That night the Fascists made a sort of abortive attack. I was just getting down into kip, half dead with sleep, when there was a heavy stream of bullets overhead and someone shouted into the dug-out: 'They're attacking!' I grabbed my rifle and slithered up to my post, which was at the top of the position, beside the machine-gun. There was utter darkness and diabolical noise. The fire of, I think five machine-guns was pouring upon us, and there was a series of heavy crashes caused by the Fascists flinging bombs over their own parapet in the most idiotic manner. It was intensely dark. Down in the valley to the left of us I could see the greenish flash of rifles where a small party of Fascists, probably a patrol, were chipping in. The bullets were flying round us in the darkness, crack-zip-crack. A few shells came whistling over, but they fell nowhere near us and (as usual in this war) most of them failed to explode. I had a bad moment when yet another machine-gun opened fire from the hill-top in our rear- actually a gun that had been brought up to support us, but at the time it looked as though we were surrounded. .Presently our own machine-gun jammed, as it always did jam with those vile cartridges, and the ramrod was lost in the impenetrable darkness. Apparently there was nothing that one could do except stand still and be shot at. The Spanish machine-gunners disdained to take cover, in fact exposed themselves deliberately, so I had to do likewise. Petty though it was, the whole experience was very interesting. It was the first time that I had been properly speaking under fire, and to my humiliation I found that I was horribly frightened. You always, I notice, feel the same when you are under heavy fire-not so much afraid of being hit as afraid because you don't know where you will be hit. You are wondering all the while just where the bullet will nip you, and it gives your whole body a most unpleasant sensitiveness.

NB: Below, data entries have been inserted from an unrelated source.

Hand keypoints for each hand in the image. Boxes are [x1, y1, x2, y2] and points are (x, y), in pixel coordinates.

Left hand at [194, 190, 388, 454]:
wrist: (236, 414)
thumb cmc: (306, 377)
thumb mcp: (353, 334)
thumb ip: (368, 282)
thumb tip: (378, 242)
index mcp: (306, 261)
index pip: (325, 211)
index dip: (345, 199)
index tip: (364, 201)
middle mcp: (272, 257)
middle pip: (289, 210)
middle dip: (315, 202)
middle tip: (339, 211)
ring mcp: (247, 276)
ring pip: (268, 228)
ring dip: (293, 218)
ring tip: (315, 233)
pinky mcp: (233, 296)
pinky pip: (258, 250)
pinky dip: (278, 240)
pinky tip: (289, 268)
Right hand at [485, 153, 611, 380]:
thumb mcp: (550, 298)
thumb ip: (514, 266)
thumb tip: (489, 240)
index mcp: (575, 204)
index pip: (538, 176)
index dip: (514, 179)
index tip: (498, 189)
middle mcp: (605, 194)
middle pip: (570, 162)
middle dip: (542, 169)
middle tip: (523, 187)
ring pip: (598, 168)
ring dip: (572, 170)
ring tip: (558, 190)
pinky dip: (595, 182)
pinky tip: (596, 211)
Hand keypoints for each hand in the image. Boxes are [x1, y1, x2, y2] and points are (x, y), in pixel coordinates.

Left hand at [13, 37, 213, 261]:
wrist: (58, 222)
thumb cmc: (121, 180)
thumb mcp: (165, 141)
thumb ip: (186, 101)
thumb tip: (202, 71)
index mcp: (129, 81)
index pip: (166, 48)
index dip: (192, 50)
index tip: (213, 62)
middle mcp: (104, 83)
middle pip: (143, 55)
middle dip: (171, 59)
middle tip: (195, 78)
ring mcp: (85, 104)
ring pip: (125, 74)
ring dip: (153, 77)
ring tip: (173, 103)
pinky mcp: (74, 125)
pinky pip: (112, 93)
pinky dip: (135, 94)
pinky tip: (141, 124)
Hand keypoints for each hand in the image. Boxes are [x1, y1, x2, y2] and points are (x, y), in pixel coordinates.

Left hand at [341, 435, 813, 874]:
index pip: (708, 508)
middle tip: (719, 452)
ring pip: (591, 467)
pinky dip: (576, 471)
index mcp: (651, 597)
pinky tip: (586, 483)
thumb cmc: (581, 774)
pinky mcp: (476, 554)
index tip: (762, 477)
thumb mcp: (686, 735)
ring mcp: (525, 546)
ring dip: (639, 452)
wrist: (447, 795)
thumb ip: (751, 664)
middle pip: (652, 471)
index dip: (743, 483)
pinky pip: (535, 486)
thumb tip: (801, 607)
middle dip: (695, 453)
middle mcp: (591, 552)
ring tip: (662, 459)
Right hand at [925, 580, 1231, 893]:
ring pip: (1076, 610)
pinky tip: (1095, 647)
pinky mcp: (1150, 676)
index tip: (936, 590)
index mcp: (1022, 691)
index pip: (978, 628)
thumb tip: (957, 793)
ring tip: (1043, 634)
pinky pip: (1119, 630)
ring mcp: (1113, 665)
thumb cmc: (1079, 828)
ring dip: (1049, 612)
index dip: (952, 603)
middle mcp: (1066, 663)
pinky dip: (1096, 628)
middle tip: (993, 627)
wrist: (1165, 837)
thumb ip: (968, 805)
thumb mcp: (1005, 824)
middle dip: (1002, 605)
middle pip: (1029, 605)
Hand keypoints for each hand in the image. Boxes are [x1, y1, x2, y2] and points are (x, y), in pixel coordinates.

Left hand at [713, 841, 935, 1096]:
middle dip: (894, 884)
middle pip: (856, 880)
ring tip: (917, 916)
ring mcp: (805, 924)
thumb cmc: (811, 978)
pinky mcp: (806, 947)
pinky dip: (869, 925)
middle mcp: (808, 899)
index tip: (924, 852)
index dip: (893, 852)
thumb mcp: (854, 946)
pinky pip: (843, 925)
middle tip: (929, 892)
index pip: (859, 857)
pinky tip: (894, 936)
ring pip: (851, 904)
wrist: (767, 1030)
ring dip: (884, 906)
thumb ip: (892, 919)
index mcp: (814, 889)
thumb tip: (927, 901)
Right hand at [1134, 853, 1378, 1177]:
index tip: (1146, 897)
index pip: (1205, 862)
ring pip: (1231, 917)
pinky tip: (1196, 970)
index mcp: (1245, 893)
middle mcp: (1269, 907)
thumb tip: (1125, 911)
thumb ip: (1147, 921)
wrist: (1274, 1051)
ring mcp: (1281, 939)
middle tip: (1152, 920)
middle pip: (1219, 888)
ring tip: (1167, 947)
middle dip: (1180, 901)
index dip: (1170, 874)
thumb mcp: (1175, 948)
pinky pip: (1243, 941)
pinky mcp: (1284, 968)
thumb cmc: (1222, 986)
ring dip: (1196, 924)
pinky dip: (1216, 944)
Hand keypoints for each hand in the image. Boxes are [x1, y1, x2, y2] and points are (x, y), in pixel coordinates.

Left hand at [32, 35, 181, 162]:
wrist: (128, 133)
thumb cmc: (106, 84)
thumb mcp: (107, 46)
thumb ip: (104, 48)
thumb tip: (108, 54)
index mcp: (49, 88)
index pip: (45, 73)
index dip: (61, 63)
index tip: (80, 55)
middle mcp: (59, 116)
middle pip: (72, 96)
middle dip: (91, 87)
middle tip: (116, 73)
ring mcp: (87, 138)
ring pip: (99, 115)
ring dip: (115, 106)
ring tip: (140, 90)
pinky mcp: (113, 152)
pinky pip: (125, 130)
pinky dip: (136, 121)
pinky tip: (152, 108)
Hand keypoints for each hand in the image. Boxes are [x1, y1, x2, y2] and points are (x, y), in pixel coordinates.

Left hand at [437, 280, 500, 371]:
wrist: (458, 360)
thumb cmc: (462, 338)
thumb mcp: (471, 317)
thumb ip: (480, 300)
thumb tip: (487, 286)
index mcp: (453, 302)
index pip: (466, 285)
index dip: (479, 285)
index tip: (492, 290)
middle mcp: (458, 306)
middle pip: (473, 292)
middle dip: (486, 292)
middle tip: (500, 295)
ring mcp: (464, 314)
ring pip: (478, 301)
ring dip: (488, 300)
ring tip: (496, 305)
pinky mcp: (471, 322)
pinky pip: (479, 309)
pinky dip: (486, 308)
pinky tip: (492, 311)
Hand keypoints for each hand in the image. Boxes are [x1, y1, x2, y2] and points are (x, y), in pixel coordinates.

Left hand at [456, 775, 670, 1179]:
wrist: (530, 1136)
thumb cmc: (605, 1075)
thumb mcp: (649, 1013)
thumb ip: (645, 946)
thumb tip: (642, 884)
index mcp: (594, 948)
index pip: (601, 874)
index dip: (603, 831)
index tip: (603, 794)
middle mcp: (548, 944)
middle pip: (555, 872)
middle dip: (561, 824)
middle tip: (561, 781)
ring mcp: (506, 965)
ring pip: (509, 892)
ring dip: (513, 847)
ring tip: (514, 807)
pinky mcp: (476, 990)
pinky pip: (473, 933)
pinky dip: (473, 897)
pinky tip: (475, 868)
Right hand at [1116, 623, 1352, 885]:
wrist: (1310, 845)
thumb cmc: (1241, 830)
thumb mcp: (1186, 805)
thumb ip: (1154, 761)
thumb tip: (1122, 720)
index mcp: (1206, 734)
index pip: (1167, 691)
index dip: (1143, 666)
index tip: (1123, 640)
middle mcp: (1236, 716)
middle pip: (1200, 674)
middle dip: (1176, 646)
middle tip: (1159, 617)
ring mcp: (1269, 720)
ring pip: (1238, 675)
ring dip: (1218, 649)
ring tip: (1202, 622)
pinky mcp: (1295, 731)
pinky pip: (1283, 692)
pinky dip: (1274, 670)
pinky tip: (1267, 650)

After an hour or two the firing slowed down and died away. Meanwhile we had had only one casualty. The Fascists had advanced a couple of machine-guns into no man's land, but they had kept a safe distance and made no attempt to storm our parapet. They were in fact not attacking, merely wasting cartridges and making a cheerful noise to celebrate the fall of Malaga. The chief importance of the affair was that it taught me to read the war news in the papers with a more disbelieving eye. A day or two later the newspapers and the radio published reports of a tremendous attack with cavalry and tanks (up a perpendicular hill- side!) which had been beaten off by the heroic English.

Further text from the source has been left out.